| What needs to be done |
From the data that follows, print exactly the lines starting at the one containing "index mcp: (310, 179)" and ending at the one containing "pinky dip: (298, 158)"; include both of them and nothing more.

(Data items)
# # #

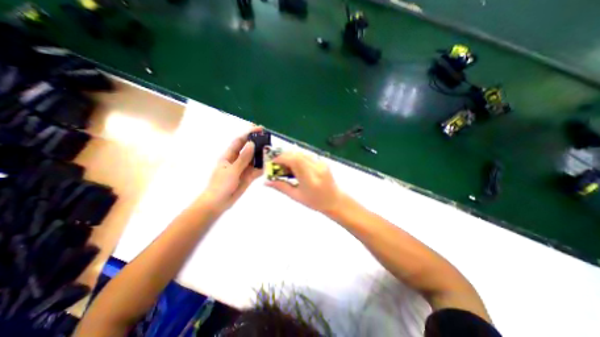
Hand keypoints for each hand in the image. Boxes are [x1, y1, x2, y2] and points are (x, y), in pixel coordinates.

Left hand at [198, 127, 262, 213]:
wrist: (218, 203)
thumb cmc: (221, 185)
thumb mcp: (232, 170)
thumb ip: (243, 158)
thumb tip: (251, 143)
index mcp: (229, 156)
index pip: (240, 141)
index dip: (249, 133)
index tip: (260, 129)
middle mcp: (237, 160)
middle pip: (249, 149)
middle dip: (258, 144)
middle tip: (269, 141)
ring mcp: (243, 169)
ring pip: (254, 159)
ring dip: (262, 156)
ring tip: (272, 153)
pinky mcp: (248, 177)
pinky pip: (257, 170)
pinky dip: (263, 168)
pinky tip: (269, 166)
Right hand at [266, 150, 343, 211]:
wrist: (335, 200)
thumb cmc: (315, 202)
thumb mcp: (296, 196)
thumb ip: (281, 187)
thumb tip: (266, 182)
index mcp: (310, 179)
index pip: (295, 161)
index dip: (282, 158)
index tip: (273, 161)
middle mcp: (317, 168)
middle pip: (298, 154)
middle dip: (284, 156)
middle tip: (276, 163)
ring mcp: (321, 163)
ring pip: (302, 153)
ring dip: (291, 156)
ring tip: (285, 165)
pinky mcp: (323, 162)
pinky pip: (307, 156)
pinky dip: (298, 158)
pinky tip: (295, 166)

# # #

| Solution for this task |
index mcp: (310, 179)
index pip: (295, 161)
index dip: (282, 158)
index tip: (273, 161)
middle mcp: (317, 168)
middle pip: (298, 154)
middle dip: (284, 156)
middle tip: (276, 163)
ring mcp: (321, 163)
ring pip: (302, 153)
ring dip: (291, 156)
ring tip: (285, 165)
pinky mcp: (323, 162)
pinky pip: (307, 156)
pinky dip: (298, 158)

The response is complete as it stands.